DATA
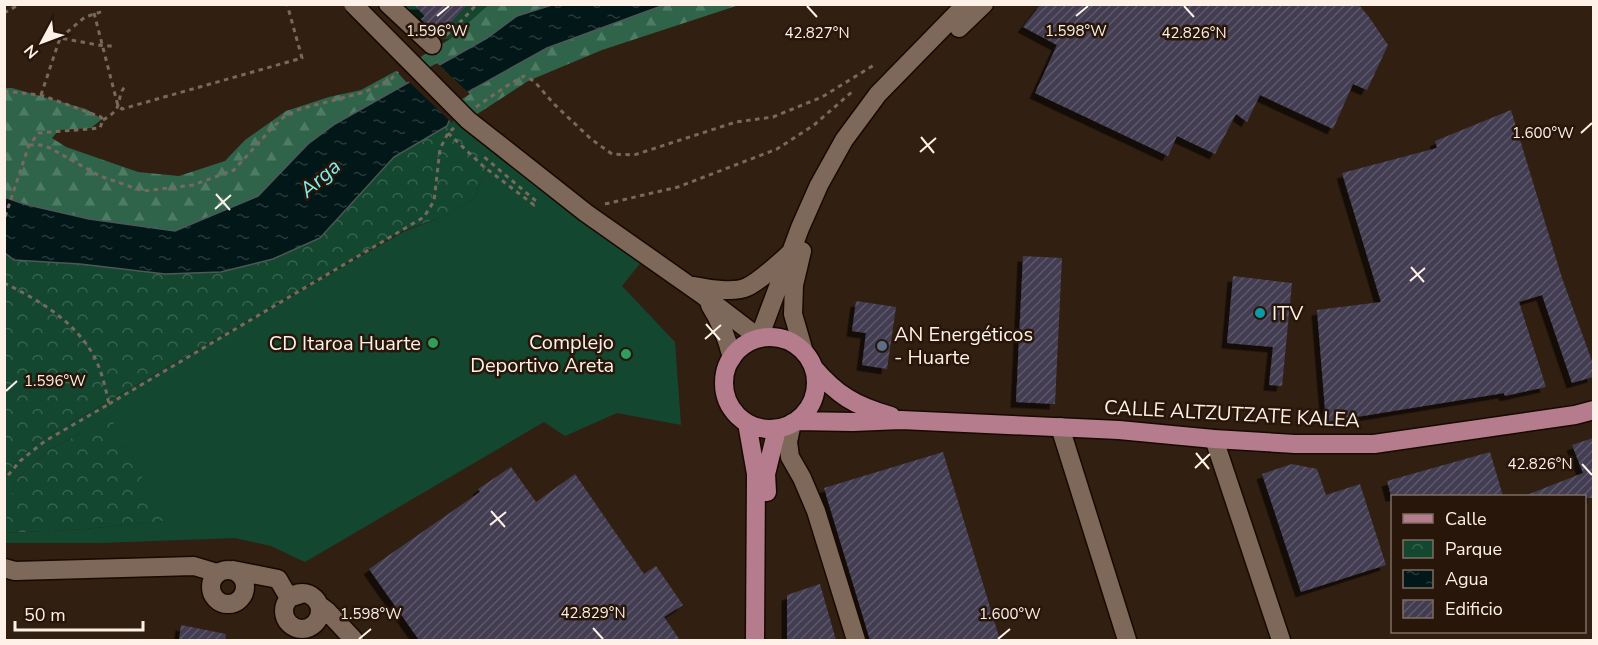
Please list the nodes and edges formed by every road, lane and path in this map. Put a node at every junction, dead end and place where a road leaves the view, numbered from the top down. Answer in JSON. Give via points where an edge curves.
{"nodes":[{"id":1,"x":20,"y":4,"type":"edge"},
{"id":2,"x":287,"y":4,"type":"edge"},
{"id":3,"x":353,"y":4,"type":"edge"},
{"id":4,"x":388,"y":4,"type":"edge"},
{"id":5,"x":477,"y":4,"type":"edge"},
{"id":6,"x":966,"y":4,"type":"edge"},
{"id":7,"x":984,"y":4,"type":"edge"},
{"id":8,"x":104,"y":11,"type":"dead end"},
{"id":9,"x":4,"y":13,"type":"edge"},
{"id":10,"x":94,"y":13,"type":"junction"},
{"id":11,"x":60,"y":38,"type":"junction"},
{"id":12,"x":432,"y":45,"type":"joint"},
{"id":13,"x":104,"y":46,"type":"junction"},
{"id":14,"x":114,"y":46,"type":"dead end"},
{"id":15,"x":874,"y":65,"type":"dead end"},
{"id":16,"x":399,"y":72,"type":"dead end"},
{"id":17,"x":126,"y":86,"type":"dead end"},
{"id":18,"x":4,"y":91,"type":"edge"},
{"id":19,"x":853,"y":91,"type":"dead end"},
{"id":20,"x":41,"y":95,"type":"junction"},
{"id":21,"x":118,"y":106,"type":"junction"},
{"id":22,"x":469,"y":113,"type":"dead end"},
{"id":23,"x":104,"y":120,"type":"junction"},
{"id":24,"x":455,"y":126,"type":"dead end"},
{"id":25,"x":448,"y":133,"type":"junction"},
{"id":26,"x":29,"y":145,"type":"junction"},
{"id":27,"x":480,"y":153,"type":"dead end"},
{"id":28,"x":601,"y":205,"type":"dead end"},
{"id":29,"x":4,"y":220,"type":"edge"},
{"id":30,"x":791,"y":253,"type":"junction"},
{"id":31,"x":4,"y":283,"type":"edge"},
{"id":32,"x":689,"y":285,"type":"junction"},
{"id":33,"x":704,"y":296,"type":"junction"},
{"id":34,"x":759,"y":338,"type":"junction"},
{"id":35,"x":732,"y":358,"type":"junction"},
{"id":36,"x":808,"y":359,"type":"junction"},
{"id":37,"x":109,"y":404,"type":"junction"},
{"id":38,"x":1593,"y":410,"type":"edge"},
{"id":39,"x":901,"y":420,"type":"junction"},
{"id":40,"x":747,"y":423,"type":"junction"},
{"id":41,"x":788,"y":424,"type":"junction"},
{"id":42,"x":1060,"y":427,"type":"junction"},
{"id":43,"x":1214,"y":439,"type":"junction"},
{"id":44,"x":4,"y":480,"type":"edge"},
{"id":45,"x":4,"y":568,"type":"edge"},
{"id":46,"x":296,"y":596,"type":"junction"},
{"id":47,"x":317,"y":613,"type":"junction"},
{"id":48,"x":354,"y":640,"type":"edge"},
{"id":49,"x":755,"y":640,"type":"edge"},
{"id":50,"x":767,"y":640,"type":"edge"},
{"id":51,"x":856,"y":640,"type":"edge"},
{"id":52,"x":1127,"y":640,"type":"edge"},
{"id":53,"x":1281,"y":640,"type":"edge"}],
"edges":[{"from":1,"to":9,"type":"path"},
{"from":2,"to":21,"type":"path","via":[[302,58],[122,109]]},
{"from":3,"to":32,"type":"street","bridge":true,"via":[[468,120],[586,213]]},
{"from":4,"to":12,"type":"street"},
{"from":5,"to":12,"type":"path","via":[[453,30]]},
{"from":6,"to":30,"type":"street","via":[[879,94],[844,140],[819,184]]},
{"from":7,"to":36,"type":"street","via":[[891,95],[850,151],[816,213],[794,285],[793,314]]},
{"from":8,"to":10,"type":"path"},
{"from":10,"to":11,"type":"path"},
{"from":10,"to":13,"type":"path"},
{"from":11,"to":13,"type":"path"},
{"from":11,"to":20,"type":"path"},
{"from":13,"to":14,"type":"path"},
{"from":13,"to":21,"type":"path"},
{"from":15,"to":22,"type":"path","via":[[822,97],[774,117],[736,122],[634,154],[612,154],[524,76]]},
{"from":16,"to":26,"type":"path","via":[[365,92],[285,116],[234,170],[193,185],[142,190],[100,176],[50,148]]},
{"from":17,"to":21,"type":"path","via":[[121,90]]},
{"from":18,"to":20,"type":"path"},
{"from":19,"to":28,"type":"path","via":[[814,125],[777,149],[678,187]]},
{"from":20,"to":23,"type":"path"},
{"from":21,"to":23,"type":"path"},
{"from":23,"to":26,"type":"path","via":[[100,128],[39,133]]},
{"from":24,"to":25,"type":"path"},
{"from":25,"to":27,"type":"path","via":[[534,205],[536,201]]},
{"from":25,"to":37,"type":"path","via":[[440,149],[435,201],[424,217]]},
{"from":26,"to":29,"type":"path"},
{"from":30,"to":32,"type":"street","via":[[747,288],[712,290]]},
{"from":30,"to":34,"type":"street"},
{"from":31,"to":37,"type":"path","via":[[58,315],[76,332],[98,365]]},
{"from":32,"to":33,"type":"street"},
{"from":33,"to":34,"type":"street"},
{"from":33,"to":35,"type":"street","via":[[727,336]]},
{"from":34,"to":35,"type":"main road","via":[[745,344]]},
{"from":34,"to":36,"type":"main road","via":[[783,339]]},
{"from":35,"to":40,"type":"main road","via":[[724,384],[727,399]]},
{"from":36,"to":39,"type":"main road","via":[[848,399]]},
{"from":36,"to":41,"type":"main road","via":[[815,374],[813,400],[808,409]]},
{"from":37,"to":44,"type":"path","via":[[45,441]]},
{"from":38,"to":43,"type":"main road","name":"CALLE ALTZUTZATE KALEA","via":[[1374,444]]},
{"from":39,"to":41,"type":"main road"},
{"from":39,"to":42,"type":"main road","name":"CALLE ALTZUTZATE KALEA"},
{"from":40,"to":41,"type":"main road","via":[[762,428]]},
{"from":40,"to":49,"type":"main road","via":[[756,474]]},
{"from":41,"to":50,"type":"main road","via":[[766,474]]},
{"from":41,"to":51,"type":"street","via":[[790,458],[816,511]]},
{"from":42,"to":43,"type":"main road","name":"CALLE ALTZUTZATE KALEA"},
{"from":42,"to":52,"type":"street"},
{"from":43,"to":53,"type":"street"},
{"from":45,"to":46,"type":"street","via":[[15,571],[194,566],[278,579]]},
{"from":46,"to":47,"type":"street","via":[[312,597]]},
{"from":46,"to":47,"type":"street","via":[[284,609],[290,625],[307,628]]},
{"from":47,"to":48,"type":"street","via":[[321,620],[339,625]]}]}
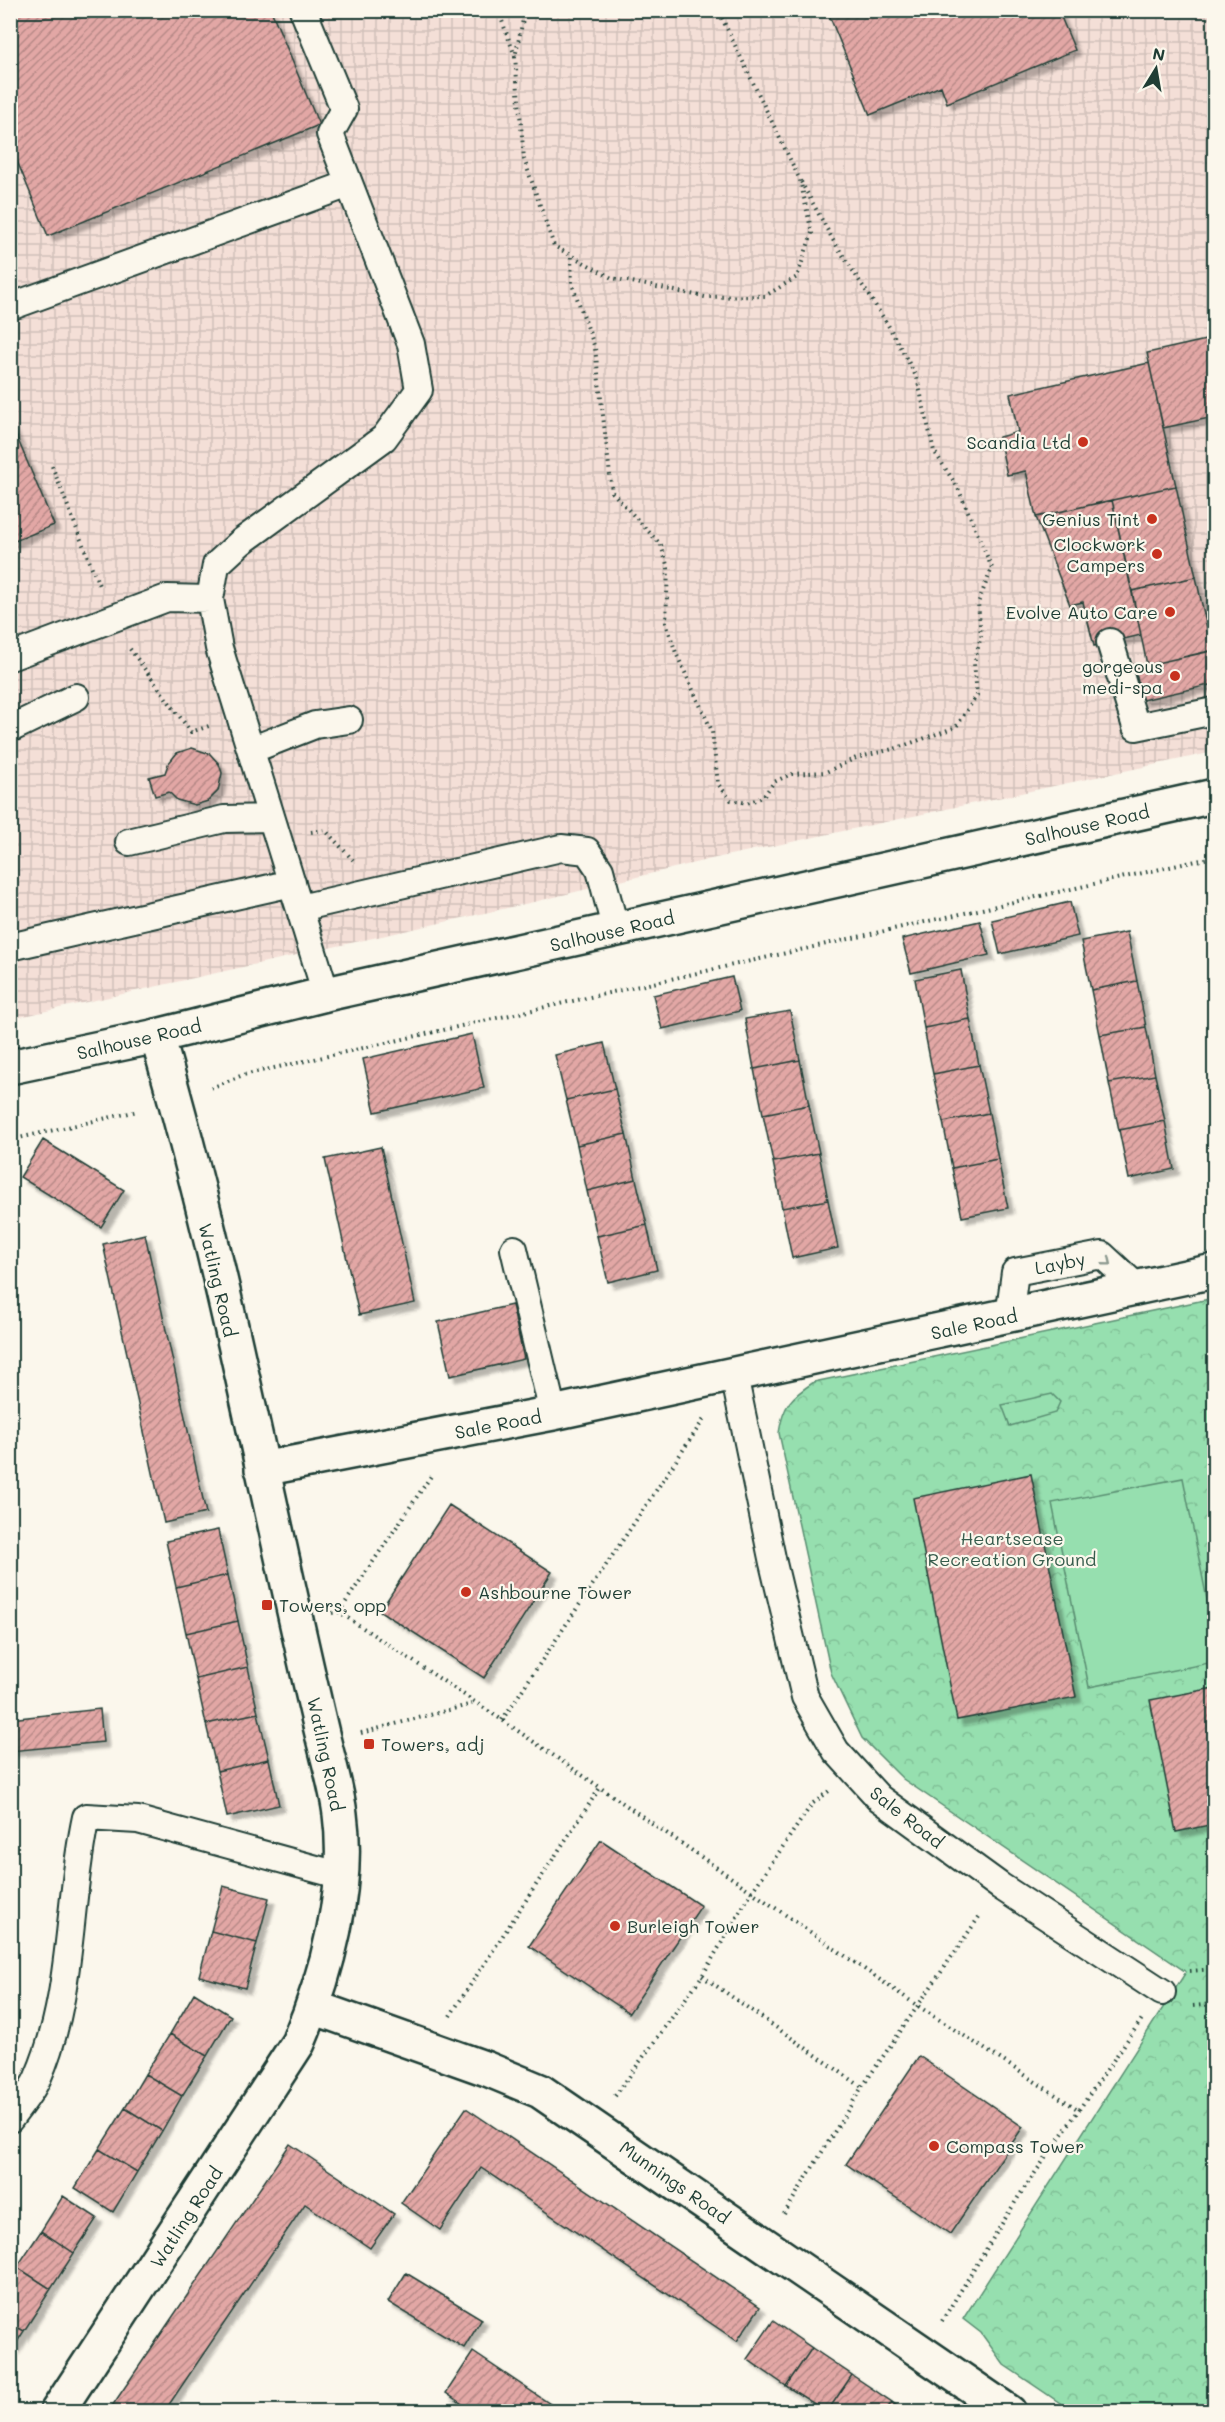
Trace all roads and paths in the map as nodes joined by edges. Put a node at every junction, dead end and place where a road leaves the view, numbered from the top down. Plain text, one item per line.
1 (303, 10) edge
2 (498, 10) edge
3 (525, 10) edge
4 (718, 10) edge
5 (515, 57) junction
6 (800, 180) junction
7 (350, 184) junction
8 (571, 257) junction
9 (15, 305) dead end
10 (210, 599) junction
11 (1110, 642) dead end
12 (10, 657) edge
13 (76, 697) dead end
14 (1215, 711) edge
15 (349, 720) dead end
16 (10, 729) edge
17 (251, 750) junction
18 (1215, 796) edge
19 (271, 818) junction
20 (129, 842) dead end
21 (1215, 856) edge
22 (292, 883) junction
23 (300, 908) junction
24 (616, 931) junction
25 (10, 947) edge
26 (326, 994) junction
27 (157, 1036) junction
28 (10, 1067) edge
29 (176, 1102) junction
30 (10, 1140) edge
31 (514, 1249) dead end
32 (1215, 1271) edge
33 (734, 1376) junction
34 (553, 1413) junction
35 (429, 1438) junction
36 (262, 1469) junction
37 (339, 1612) junction
38 (295, 1620) junction
39 (473, 1703) junction
40 (502, 1720) junction
41 (324, 1742) junction
42 (854, 1772) junction
43 (599, 1789) junction
44 (342, 1876) junction
45 (1000, 1886) junction
46 (752, 1893) junction
47 (702, 1976) junction
48 (1162, 1992) dead end
49 (918, 2006) junction
50 (313, 2007) junction
51 (1145, 2015) dead end
52 (431, 2049) junction
53 (862, 2087) junction
54 (1079, 2110) junction
55 (10, 2119) edge
56 (595, 2127) junction
57 (765, 2244) junction
58 (922, 2351) junction
59 (57, 2412) edge
60 (1009, 2412) edge

1 - 7 lane
2 - 5 path
3 - 5 path
4 - 6 path
5 - 8 path
6 - 8 path
6 - 8 path
7 - 9 lane
7 - 10 lane
10 - 12 lane
10 - 17 lane
11 - 14 lane
13 - 16 lane
15 - 17 lane
17 - 19 lane
18 - 24 street, Salhouse Road
19 - 20 lane
19 - 22 lane
21 - 29 path
22 - 23 lane
22 - 25 lane
23 - 24 lane
23 - 26 lane
24 - 26 street, Salhouse Road
26 - 27 street, Salhouse Road
27 - 28 street, Salhouse Road
27 - 29 street, Watling Road
29 - 30 path
29 - 36 street, Watling Road
31 - 34 lane
32 - 33 street, Sale Road
33 - 34 street, Sale Road
33 - 40 path
33 - 42 lane, Sale Road
34 - 35 street, Sale Road
35 - 36 street, Sale Road
35 - 37 path
36 - 38 street, Watling Road
37 - 38 path
37 - 39 path
38 - 41 street, Watling Road
39 - 40 path
39 - 41 path
40 - 43 path
41 - 44 street, Watling Road
42 - 45 lane, Sale Road
42 - 46 path
43 - 46 path
43 - 52 path
44 - 50 street, Watling Road
44 - 55 lane
45 - 48 lane, Sale Road
45 - 49 path
46 - 47 path
46 - 49 path
47 - 53 path
47 - 56 path
49 - 53 path
49 - 54 path
50 - 52 street, Munnings Road
50 - 59 street, Watling Road
51 - 54 path
52 - 56 street, Munnings Road
53 - 57 path
54 - 58 path
56 - 57 street, Munnings Road
57 - 58 street, Munnings Road
58 - 60 street, Munnings Road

EXERCISE AIM
Tally the lines of the material above that include the word "every", then state that tally alone.

OUTPUT
2